##### TASK MATERIAL
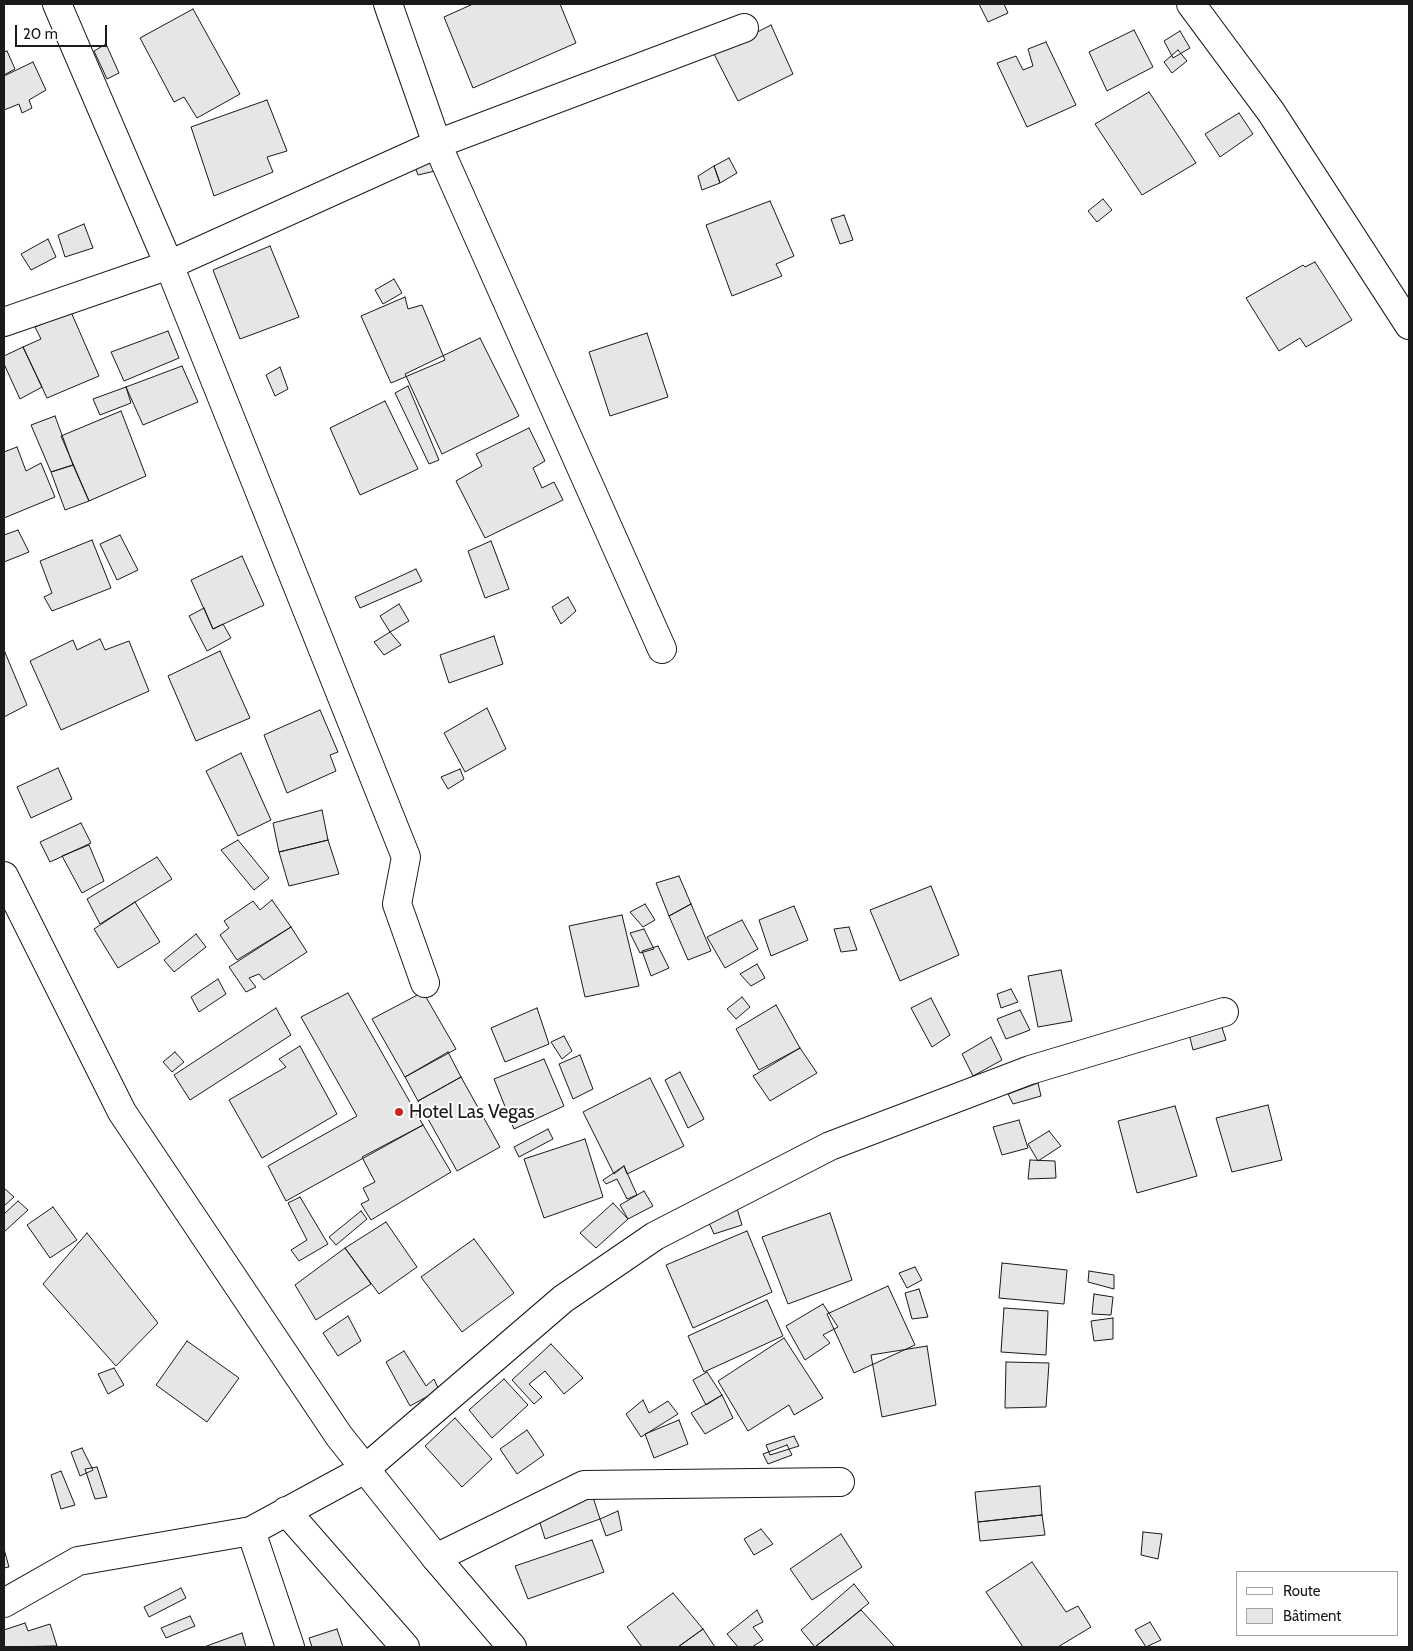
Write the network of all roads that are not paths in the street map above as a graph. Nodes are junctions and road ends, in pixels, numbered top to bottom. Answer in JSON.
{"nodes":[{"id":1,"x":58,"y":4,"type":"edge"},
{"id":2,"x":388,"y":4,"type":"edge"},
{"id":3,"x":1191,"y":4,"type":"edge"},
{"id":4,"x":744,"y":28,"type":"dead end"},
{"id":5,"x":437,"y":144,"type":"junction"},
{"id":6,"x":169,"y":265,"type":"junction"},
{"id":7,"x":4,"y":322,"type":"edge"},
{"id":8,"x":1409,"y":325,"type":"edge"},
{"id":9,"x":662,"y":649,"type":"dead end"},
{"id":10,"x":4,"y":876,"type":"edge"},
{"id":11,"x":425,"y":983,"type":"dead end"},
{"id":12,"x":1224,"y":1012,"type":"dead end"},
{"id":13,"x":365,"y":1469,"type":"junction"},
{"id":14,"x":840,"y":1482,"type":"dead end"},
{"id":15,"x":286,"y":1511,"type":"junction"},
{"id":16,"x":251,"y":1531,"type":"junction"},
{"id":17,"x":436,"y":1558,"type":"junction"},
{"id":18,"x":4,"y":1603,"type":"edge"},
{"id":19,"x":290,"y":1647,"type":"edge"},
{"id":20,"x":405,"y":1647,"type":"edge"},
{"id":21,"x":512,"y":1647,"type":"edge"}],
"edges":[{"from":1,"to":6,"type":"main road"},
{"from":2,"to":5,"type":"main road"},
{"from":3,"to":8,"type":"main road"},
{"from":4,"to":5,"type":"main road"},
{"from":5,"to":6,"type":"main road"},
{"from":5,"to":9,"type":"main road"},
{"from":6,"to":7,"type":"main road"},
{"from":6,"to":11,"type":"main road"},
{"from":10,"to":13,"type":"main road"},
{"from":12,"to":13,"type":"main road"},
{"from":13,"to":15,"type":"main road"},
{"from":13,"to":17,"type":"main road"},
{"from":14,"to":17,"type":"main road"},
{"from":15,"to":16,"type":"main road"},
{"from":15,"to":20,"type":"main road"},
{"from":16,"to":18,"type":"main road"},
{"from":16,"to":19,"type":"main road"},
{"from":17,"to":21,"type":"main road"}]}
##########
Your answer should be a precise transcript of the entries, minus the pictures.

Write the network of all roads that are not paths in the street map above as a graph. Nodes are junctions and road ends, in pixels, numbered top to bottom. Answer in JSON.
{"nodes":[{"id":1,"x":58,"y":4,"type":"edge"},
{"id":2,"x":388,"y":4,"type":"edge"},
{"id":3,"x":1191,"y":4,"type":"edge"},
{"id":4,"x":744,"y":28,"type":"dead end"},
{"id":5,"x":437,"y":144,"type":"junction"},
{"id":6,"x":169,"y":265,"type":"junction"},
{"id":7,"x":4,"y":322,"type":"edge"},
{"id":8,"x":1409,"y":325,"type":"edge"},
{"id":9,"x":662,"y":649,"type":"dead end"},
{"id":10,"x":4,"y":876,"type":"edge"},
{"id":11,"x":425,"y":983,"type":"dead end"},
{"id":12,"x":1224,"y":1012,"type":"dead end"},
{"id":13,"x":365,"y":1469,"type":"junction"},
{"id":14,"x":840,"y":1482,"type":"dead end"},
{"id":15,"x":286,"y":1511,"type":"junction"},
{"id":16,"x":251,"y":1531,"type":"junction"},
{"id":17,"x":436,"y":1558,"type":"junction"},
{"id":18,"x":4,"y":1603,"type":"edge"},
{"id":19,"x":290,"y":1647,"type":"edge"},
{"id":20,"x":405,"y":1647,"type":"edge"},
{"id":21,"x":512,"y":1647,"type":"edge"}],
"edges":[{"from":1,"to":6,"type":"main road"},
{"from":2,"to":5,"type":"main road"},
{"from":3,"to":8,"type":"main road"},
{"from":4,"to":5,"type":"main road"},
{"from":5,"to":6,"type":"main road"},
{"from":5,"to":9,"type":"main road"},
{"from":6,"to":7,"type":"main road"},
{"from":6,"to":11,"type":"main road"},
{"from":10,"to":13,"type":"main road"},
{"from":12,"to":13,"type":"main road"},
{"from":13,"to":15,"type":"main road"},
{"from":13,"to":17,"type":"main road"},
{"from":14,"to":17,"type":"main road"},
{"from":15,"to":16,"type":"main road"},
{"from":15,"to":20,"type":"main road"},
{"from":16,"to":18,"type":"main road"},
{"from":16,"to":19,"type":"main road"},
{"from":17,"to":21,"type":"main road"}]}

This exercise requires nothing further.